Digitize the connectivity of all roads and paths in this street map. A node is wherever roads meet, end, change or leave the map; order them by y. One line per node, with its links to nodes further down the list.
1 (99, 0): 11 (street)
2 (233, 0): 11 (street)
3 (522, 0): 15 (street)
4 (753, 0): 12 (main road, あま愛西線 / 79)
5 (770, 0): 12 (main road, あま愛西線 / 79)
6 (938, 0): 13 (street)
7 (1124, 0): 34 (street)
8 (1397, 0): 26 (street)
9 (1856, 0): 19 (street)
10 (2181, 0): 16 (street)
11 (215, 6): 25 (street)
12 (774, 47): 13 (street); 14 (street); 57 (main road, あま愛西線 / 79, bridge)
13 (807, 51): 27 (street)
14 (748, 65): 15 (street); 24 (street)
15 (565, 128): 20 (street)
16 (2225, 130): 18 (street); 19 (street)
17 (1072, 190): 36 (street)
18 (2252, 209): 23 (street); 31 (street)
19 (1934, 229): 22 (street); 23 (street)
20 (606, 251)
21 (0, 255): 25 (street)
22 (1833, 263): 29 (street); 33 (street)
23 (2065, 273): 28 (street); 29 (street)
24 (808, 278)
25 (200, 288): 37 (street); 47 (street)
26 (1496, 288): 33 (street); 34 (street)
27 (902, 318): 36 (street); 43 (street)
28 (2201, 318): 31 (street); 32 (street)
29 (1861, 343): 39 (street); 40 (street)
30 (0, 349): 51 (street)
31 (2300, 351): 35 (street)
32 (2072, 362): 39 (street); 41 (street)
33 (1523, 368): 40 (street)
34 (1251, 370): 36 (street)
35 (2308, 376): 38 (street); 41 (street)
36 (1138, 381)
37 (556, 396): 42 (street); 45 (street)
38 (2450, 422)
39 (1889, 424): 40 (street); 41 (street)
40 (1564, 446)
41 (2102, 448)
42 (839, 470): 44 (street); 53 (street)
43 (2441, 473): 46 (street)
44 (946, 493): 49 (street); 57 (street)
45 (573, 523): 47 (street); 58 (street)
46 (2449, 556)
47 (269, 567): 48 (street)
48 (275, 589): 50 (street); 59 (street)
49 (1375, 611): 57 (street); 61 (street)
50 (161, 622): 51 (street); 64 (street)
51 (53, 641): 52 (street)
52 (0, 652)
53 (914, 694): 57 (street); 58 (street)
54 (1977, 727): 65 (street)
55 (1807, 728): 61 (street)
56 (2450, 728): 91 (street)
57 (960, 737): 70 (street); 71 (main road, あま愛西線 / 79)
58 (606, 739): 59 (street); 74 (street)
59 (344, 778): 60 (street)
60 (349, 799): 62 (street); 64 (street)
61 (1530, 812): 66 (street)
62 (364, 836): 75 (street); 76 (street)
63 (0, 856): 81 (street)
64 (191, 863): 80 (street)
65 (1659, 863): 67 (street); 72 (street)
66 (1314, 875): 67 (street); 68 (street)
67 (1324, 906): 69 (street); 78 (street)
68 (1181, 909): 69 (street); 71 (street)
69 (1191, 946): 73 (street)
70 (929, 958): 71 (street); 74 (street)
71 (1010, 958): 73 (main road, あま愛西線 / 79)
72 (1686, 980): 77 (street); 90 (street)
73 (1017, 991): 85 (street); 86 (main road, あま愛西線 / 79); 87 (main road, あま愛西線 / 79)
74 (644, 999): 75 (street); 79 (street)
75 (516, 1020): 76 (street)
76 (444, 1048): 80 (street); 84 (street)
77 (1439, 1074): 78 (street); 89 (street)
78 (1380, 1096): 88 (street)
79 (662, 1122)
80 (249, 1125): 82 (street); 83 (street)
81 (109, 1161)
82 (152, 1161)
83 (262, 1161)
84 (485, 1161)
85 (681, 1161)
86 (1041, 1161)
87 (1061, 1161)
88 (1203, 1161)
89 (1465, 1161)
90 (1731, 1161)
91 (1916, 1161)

• **Your assignment**: If a line in the records has the word "main", copy that line.

• **The completed task**:
4 (753, 0): 12 (main road, あま愛西線 / 79)
5 (770, 0): 12 (main road, あま愛西線 / 79)
12 (774, 47): 13 (street); 14 (street); 57 (main road, あま愛西線 / 79, bridge)
57 (960, 737): 70 (street); 71 (main road, あま愛西線 / 79)
71 (1010, 958): 73 (main road, あま愛西線 / 79)
73 (1017, 991): 85 (street); 86 (main road, あま愛西線 / 79); 87 (main road, あま愛西線 / 79)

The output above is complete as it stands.